Bon je veux pas faire le rabat-joie ou paraître expéditif dans mon jugement mais Kuala Selangor c'est quand même de la merde. Voilà ça c'est fait. Ok, c'est calme se balader dans les palmeraies est reposant mais la principale attraction, les lucioles, sont juste une belle arnaque. 

A la nuit tombée, on est trimbalés par bateaux de touristes avec des enfants qui braillent et des parents qui téléphonent parce que c'est trop chiant de se poser 30 minutes pour observer les bestioles au derrière qui clignote. Et puis la plus grande colonie de lucioles synchronisées du monde, j'avoue que ça n'est pas bien impressionnant. Déjà, la faune semble souffrir de l'exploitation touristique, et ensuite je vous fais la même chose avec une quinzaine de guirlande de Noël quand vous voulez, moi. Bon, vous avez deviné, la magie n'a pas opéré. Peut-être que j'étais aussi un peu fatigué de nos aventures précédentes. Le lendemain, le retour en bus déglingué a été épique mais tout s'est bien passé ; nous avons atteint Singapour dans la soirée ; Seb et Heïdi sont repartis le surlendemain et j'ai été aussi heureux que d'habitude de retrouver mon bureau le lundi matin...

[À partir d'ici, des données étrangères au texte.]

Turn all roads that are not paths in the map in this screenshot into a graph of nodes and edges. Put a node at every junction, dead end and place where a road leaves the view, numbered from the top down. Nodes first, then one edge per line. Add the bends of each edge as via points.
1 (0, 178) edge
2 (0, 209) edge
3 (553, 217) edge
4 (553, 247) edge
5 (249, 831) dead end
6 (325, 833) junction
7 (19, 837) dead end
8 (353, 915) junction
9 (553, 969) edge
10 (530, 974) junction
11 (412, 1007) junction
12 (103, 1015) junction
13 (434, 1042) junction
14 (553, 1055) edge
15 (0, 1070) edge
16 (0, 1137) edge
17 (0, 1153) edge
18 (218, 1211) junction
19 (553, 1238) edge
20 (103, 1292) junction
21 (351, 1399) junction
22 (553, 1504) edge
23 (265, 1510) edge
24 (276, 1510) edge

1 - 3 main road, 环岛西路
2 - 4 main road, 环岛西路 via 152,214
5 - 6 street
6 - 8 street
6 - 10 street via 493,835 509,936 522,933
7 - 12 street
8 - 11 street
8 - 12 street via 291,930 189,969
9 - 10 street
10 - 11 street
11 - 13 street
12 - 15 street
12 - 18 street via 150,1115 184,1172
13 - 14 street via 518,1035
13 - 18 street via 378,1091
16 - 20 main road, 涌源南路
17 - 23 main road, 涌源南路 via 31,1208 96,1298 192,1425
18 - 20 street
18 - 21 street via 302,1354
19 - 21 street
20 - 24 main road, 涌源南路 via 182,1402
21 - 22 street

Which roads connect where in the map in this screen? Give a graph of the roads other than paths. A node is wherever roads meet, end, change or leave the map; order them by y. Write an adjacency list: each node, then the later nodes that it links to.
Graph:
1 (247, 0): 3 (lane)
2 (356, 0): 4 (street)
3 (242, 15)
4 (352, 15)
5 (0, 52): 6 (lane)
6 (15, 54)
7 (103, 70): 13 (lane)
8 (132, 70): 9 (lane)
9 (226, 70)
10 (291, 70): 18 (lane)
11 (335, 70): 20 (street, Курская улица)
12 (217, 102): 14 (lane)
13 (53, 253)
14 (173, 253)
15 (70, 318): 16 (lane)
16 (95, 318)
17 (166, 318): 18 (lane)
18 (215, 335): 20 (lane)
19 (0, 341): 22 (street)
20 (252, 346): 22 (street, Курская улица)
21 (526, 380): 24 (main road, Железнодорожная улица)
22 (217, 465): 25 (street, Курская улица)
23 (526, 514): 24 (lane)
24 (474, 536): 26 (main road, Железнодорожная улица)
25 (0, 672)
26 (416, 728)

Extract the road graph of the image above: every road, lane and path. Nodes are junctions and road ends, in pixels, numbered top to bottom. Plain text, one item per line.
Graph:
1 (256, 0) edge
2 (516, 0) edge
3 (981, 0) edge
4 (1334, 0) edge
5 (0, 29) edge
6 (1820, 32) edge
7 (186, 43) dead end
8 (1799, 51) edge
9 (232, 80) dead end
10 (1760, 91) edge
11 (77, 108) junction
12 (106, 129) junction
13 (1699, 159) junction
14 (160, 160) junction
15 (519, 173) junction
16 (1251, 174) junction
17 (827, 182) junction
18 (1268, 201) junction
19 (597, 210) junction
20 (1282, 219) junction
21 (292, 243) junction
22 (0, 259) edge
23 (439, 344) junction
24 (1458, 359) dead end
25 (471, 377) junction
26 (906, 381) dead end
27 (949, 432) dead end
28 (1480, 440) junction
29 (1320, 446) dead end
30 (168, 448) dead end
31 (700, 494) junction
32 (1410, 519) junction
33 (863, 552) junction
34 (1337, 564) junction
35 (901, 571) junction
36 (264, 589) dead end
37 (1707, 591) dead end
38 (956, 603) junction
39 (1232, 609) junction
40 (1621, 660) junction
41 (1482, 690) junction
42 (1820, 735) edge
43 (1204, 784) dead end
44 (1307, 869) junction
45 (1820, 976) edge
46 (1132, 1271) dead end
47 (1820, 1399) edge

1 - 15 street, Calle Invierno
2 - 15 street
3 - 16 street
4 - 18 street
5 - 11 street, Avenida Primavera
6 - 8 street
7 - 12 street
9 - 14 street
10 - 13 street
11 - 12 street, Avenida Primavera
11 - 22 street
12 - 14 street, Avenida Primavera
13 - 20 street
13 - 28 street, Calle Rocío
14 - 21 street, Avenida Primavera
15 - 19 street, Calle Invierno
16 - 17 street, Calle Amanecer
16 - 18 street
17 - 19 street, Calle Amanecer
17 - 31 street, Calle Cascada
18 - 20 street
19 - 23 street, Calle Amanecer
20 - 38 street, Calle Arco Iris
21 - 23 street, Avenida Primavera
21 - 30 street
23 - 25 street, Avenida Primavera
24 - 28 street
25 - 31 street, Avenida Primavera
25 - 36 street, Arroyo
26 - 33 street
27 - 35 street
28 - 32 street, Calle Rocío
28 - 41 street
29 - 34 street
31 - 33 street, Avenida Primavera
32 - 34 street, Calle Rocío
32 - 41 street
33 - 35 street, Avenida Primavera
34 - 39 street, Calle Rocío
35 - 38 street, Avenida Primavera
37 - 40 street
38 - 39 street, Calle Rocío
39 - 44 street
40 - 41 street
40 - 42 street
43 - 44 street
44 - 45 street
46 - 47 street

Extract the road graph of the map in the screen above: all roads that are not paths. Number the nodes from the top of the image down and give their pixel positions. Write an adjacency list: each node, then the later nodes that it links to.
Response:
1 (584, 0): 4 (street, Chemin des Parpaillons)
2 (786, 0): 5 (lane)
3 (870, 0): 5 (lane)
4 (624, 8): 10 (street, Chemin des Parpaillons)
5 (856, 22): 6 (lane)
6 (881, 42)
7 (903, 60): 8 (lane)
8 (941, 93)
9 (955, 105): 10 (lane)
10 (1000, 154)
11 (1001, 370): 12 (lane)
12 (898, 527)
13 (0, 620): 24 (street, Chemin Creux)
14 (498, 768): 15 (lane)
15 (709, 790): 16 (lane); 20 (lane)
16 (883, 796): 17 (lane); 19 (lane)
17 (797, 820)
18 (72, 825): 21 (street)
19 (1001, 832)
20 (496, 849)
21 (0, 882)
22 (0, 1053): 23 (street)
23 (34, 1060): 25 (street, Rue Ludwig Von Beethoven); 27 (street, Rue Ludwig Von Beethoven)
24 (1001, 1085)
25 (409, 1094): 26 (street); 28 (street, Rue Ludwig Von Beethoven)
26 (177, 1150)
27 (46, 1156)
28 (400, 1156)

Bilan de ces vacances: je commence à avoir une liste de destinations malaisiennes (continentale, j'avoue que Bornéo est passé à la trappe) longue comme le bras de LeGzo quand on joue au Jungle Speed et je pense avoir fait, au moins pour le côté touristique, l'essentiel de ce qu'il y a à voir. A deux mois de mon départ, il serait temps!